Flowers are often the theme in my paintings. When given a meaning, I get lost in the flowers as I paint them and recreate them. However, from time to time I have to take a break from them. My 2018 flower paintings are mystical, vibrant, and very popular, but a few things happened in the matter of a few months.
My story starts in May and June of 2018. I had a solo exhibition at the Park Ridge Public Library in New Jersey called “Flowers and Their Meanings.” Obviously, the exhibition was filled with my paintings of flowers - 17 to be exact. Some were paintings I had created in 2017, but others were paintings I had created in the months before the exhibition in 2018. Because I was so concentrated on creating flowers, my mind had little opportunity to venture elsewhere. I create best when I work in a series with a clear objective, so even though I did create a few non-floral pieces, they weren’t quite so successful. I truly enjoyed creating these for my show, but I found myself craving something new.
Also in May the New York Times published an article about an exhibition happening at the New York Botanical Garden - “Georgia O’Keeffe: Visions of Hawaiʻi,” an exhibition of Georgia O’Keeffe’s unknown paintings. Two days later I was exhibiting in Washington Square Park and among my paintings were select pieces from my Bird of Paradise collection. I was compared to O’Keeffe by passers-by all weekend long. Even though I had heard an Artsy podcast about these pieces months before, I had no idea that the exhibition would start around that time or that it was going to be featured in the New York Times. I plan out which pieces I’l bring to each outdoor show at least a week before so that I can create a price list, pack the pieces, and remove them from my online store and my Saatchi store. In that week, I barely go on social media or read the news, so I was pretty oblivious to what was happening.

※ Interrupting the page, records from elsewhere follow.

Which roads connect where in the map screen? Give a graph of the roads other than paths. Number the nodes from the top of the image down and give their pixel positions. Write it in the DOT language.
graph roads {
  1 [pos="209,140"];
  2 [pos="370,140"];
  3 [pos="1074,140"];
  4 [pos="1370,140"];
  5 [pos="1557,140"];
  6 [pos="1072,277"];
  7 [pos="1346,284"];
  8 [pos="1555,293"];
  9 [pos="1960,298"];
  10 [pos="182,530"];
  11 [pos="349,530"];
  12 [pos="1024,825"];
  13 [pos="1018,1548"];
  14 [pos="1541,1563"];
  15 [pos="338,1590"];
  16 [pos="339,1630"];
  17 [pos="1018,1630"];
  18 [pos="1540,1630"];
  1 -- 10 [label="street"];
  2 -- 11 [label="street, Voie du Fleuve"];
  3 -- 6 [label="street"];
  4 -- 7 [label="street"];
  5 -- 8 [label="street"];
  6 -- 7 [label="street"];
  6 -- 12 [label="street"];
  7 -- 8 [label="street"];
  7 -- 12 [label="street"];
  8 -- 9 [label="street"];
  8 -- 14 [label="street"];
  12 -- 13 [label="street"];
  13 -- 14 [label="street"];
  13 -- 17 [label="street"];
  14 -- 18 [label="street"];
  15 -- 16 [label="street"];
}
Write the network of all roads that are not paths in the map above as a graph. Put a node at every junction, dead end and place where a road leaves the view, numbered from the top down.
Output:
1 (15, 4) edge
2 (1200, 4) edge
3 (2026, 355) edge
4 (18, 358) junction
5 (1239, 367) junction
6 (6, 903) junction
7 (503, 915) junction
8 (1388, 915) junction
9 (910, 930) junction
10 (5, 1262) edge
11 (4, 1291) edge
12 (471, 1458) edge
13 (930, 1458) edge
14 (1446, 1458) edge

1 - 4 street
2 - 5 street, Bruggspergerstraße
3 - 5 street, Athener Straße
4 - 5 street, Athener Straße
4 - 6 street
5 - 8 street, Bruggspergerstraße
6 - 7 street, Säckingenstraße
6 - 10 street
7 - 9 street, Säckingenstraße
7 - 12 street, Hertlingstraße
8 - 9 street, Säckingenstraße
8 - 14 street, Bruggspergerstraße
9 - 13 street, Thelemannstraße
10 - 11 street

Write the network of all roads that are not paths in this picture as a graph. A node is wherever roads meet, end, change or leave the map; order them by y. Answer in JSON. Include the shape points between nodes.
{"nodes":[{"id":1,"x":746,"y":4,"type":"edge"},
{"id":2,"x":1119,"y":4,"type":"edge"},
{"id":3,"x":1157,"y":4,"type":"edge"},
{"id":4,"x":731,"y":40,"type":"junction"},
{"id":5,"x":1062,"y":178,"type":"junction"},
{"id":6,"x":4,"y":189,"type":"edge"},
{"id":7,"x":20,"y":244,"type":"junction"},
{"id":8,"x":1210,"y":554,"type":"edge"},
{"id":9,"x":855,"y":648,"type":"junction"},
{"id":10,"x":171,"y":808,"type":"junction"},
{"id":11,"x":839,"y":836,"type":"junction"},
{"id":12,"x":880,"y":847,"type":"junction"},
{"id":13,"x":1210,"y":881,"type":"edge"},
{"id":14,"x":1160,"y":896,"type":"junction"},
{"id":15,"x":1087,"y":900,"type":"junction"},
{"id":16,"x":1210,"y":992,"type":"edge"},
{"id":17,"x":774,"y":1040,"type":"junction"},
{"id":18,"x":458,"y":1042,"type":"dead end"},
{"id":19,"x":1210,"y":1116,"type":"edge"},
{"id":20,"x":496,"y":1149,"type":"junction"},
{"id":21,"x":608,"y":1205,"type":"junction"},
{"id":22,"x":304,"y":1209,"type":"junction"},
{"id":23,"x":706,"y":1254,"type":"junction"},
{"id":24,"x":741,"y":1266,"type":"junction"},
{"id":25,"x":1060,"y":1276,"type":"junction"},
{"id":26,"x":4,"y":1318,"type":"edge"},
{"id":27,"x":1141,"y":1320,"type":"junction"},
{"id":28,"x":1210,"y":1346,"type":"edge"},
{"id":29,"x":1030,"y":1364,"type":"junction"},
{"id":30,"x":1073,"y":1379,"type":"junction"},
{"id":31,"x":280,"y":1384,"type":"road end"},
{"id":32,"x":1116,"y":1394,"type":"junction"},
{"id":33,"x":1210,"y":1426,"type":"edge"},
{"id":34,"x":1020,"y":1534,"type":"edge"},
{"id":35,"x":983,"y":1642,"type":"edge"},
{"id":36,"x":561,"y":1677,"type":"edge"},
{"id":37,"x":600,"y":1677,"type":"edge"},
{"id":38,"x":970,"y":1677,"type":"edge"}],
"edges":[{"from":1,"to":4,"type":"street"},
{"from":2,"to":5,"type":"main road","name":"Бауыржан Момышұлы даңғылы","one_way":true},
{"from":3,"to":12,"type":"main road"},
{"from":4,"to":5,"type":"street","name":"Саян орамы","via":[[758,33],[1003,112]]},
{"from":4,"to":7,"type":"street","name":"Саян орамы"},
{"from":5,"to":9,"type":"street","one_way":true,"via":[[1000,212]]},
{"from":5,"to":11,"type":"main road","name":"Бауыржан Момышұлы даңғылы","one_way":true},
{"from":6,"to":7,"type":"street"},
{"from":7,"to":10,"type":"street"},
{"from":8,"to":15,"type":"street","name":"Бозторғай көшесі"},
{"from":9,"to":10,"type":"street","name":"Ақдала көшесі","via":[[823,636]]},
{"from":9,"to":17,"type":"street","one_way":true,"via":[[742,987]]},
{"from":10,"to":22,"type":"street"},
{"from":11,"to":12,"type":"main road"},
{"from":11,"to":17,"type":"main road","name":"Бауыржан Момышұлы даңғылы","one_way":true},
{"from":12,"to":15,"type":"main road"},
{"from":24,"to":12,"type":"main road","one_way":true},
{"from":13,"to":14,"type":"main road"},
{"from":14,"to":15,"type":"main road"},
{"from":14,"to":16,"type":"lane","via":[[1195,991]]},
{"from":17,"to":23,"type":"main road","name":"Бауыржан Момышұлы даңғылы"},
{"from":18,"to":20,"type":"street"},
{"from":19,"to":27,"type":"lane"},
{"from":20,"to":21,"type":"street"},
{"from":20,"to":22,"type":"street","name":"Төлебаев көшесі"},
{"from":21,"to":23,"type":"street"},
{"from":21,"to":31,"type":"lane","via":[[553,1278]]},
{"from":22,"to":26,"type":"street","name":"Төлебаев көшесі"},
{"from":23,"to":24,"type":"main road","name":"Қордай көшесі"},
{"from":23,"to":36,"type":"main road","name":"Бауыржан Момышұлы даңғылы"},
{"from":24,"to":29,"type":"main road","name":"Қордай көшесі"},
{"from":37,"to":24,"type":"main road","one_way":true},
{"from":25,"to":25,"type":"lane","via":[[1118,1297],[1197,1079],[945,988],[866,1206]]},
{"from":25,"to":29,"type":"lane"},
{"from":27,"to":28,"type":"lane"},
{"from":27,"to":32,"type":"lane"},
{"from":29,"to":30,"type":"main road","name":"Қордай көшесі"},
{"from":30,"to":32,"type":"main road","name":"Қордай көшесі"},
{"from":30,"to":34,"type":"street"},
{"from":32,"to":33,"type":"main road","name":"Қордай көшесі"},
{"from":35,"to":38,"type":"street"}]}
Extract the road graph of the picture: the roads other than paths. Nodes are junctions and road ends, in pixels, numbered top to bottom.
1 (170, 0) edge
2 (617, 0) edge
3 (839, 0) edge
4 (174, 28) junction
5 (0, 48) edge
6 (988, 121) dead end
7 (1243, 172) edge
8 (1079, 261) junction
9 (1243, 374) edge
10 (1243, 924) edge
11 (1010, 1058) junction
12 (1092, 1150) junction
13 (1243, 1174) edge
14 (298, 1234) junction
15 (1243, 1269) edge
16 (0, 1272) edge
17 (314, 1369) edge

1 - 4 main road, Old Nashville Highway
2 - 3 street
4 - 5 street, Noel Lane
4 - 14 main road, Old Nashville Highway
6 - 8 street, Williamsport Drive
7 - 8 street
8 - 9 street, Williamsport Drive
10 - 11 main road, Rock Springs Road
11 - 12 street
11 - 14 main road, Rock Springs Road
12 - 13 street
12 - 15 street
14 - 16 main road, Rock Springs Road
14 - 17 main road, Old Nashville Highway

I have always had an independent spirit, a need to be different and unique. Back in my school days, Georgia O’Keeffe was one of the first modern artists whose names I had memorized and whose work I admired. That being said, I’ve never allowed her work to directly influence my own. She may have inspired me to the extent that I felt confident creating close-ups of flowers, but for as much as I admire her, I don’t want to be seen as a replica of her.
In July 2018 I went to the National Portrait Gallery and the Smithsonian American Art Museum (fortuitously adjacent to one another) in Washington, DC. In one of the exhibitions I was attracted to two bold paintings, one of abstract buildings and the other of an abstract landscape. I was shocked to discover that Georgia O’Keeffe had painted both of them! I knew that she wasn’t just a painter of flowers, but I had fallen into the trap of associating her only to those paintings.
A few weeks later, in August 2018, I showed my work for the second time at the Boardwalk Art Show in Ocean City, NJ. My largest painting was a 40x40 painting of orange wind chime roses called Open Fascination. Although my tent also featured paintings from the Canna Tropicanna Black series and the Apples and Temptation series, I was starting to be known as the flower lady. For the record, I once again was compared by a few people to Georgia O’Keeffe.
While I’m not actually passionate about flowers, I do love being outside and getting that breathless feeling you get when you witness something that can only happen in nature. Flowers are part of that magic, but so are plants, trees and clouds; bodies of water, vast hills, and snow falling to the ground. Sometimes I like to contrast nature with city buildings and fashion figures. Most of all, I want to discover new ways of seeing what’s around me and how they’ll influence my imagination.